Aliás, é bom salientar que 75% dos ataques cardíacos ocorrem em pessoas com colesterol BAIXO (LDL < 130) e que 50% ocorrem com LDL ideal (abaixo de 100). Não acredita em mim? Veja você mesmo: Am Heart J. 2009 Jan;157(1):111-117:
No pé da página 113, continuando na página 114, se lê o seguinte:
“Half the patients hospitalized with CAD [coronary artery disease] had admission LDL <100 mg/dL (…).
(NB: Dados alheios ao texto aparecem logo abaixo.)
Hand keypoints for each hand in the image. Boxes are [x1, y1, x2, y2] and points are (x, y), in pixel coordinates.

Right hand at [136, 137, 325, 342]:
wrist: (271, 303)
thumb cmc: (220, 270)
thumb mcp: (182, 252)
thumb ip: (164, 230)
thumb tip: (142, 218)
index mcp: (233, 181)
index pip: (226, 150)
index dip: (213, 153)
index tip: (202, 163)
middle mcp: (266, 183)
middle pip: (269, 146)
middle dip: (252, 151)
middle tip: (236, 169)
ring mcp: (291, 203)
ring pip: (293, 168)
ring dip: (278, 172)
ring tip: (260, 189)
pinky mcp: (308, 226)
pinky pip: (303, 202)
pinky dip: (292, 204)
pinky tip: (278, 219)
Less than one quarter of patients had an admission LDL>130 mg/dL.”
Já vimos, acima, que colesterol é um fator/marcador de risco muito ruim para doença cardiovascular. Assim, não deveria ser surpresa que estratégias para baixá-lo com dieta são ineficazes na prevenção de doenças ou morte. Isso já foi discutido em outra postagem.
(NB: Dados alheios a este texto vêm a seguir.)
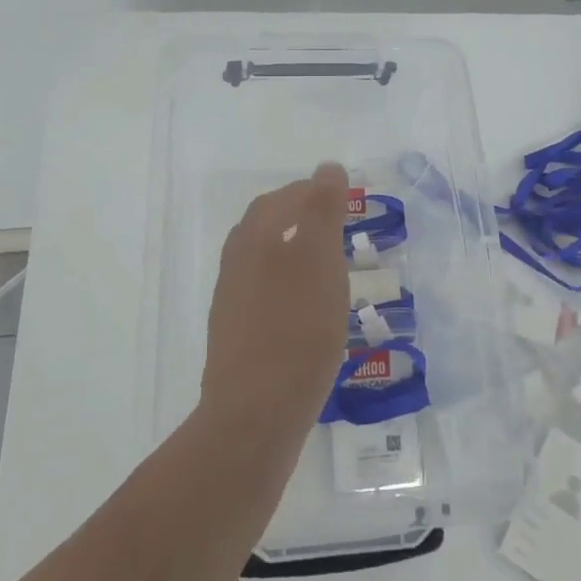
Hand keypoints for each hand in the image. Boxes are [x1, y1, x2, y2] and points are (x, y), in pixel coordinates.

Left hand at [201, 163, 351, 436]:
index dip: (317, 193)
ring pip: (267, 259)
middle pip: (271, 224)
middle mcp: (238, 258)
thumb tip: (327, 168)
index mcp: (256, 234)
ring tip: (331, 270)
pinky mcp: (236, 332)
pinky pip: (266, 292)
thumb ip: (322, 209)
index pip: (288, 196)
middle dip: (306, 220)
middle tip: (342, 232)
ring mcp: (233, 297)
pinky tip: (310, 310)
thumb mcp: (320, 259)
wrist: (255, 412)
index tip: (347, 203)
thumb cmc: (297, 328)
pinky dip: (290, 287)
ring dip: (297, 254)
No entanto, com o advento das drogas para baixar o colesterol, tudo mudou (bem, nem tudo). As drogas baixavam o colesterol com muito maior eficácia, sem a necessidade de mudança de hábitos, e reduziam a mortalidade cardiovascular.
O primeiro estudo a mostrar benefício reduziu em 24% a mortalidade cardiovascular, e estudos subsequentes mostraram redução de 50% da mortalidade. Uau! 50%! Parece que a importância do colesterol finalmente ficou demostrada de forma peremptória, certo? Bem, depende. Vejamos:
1) Baixar o colesterol com dieta não reduz a mortalidade;
2) Baixar o colesterol com drogas que não pertencem à classe das estatinas também não reduz a mortalidade;
3) O único estudo que demostrou benefício de mortalidade geral, inclusive em mulheres, foi com estatinas em pessoas com colesterol BAIXO e com marcador de INFLAMAÇÃO alto (falaremos mais adiante disso, ao falarmos sobre o estudo JUPITER);
4) A magnitude da redução de mortalidade é ínfima.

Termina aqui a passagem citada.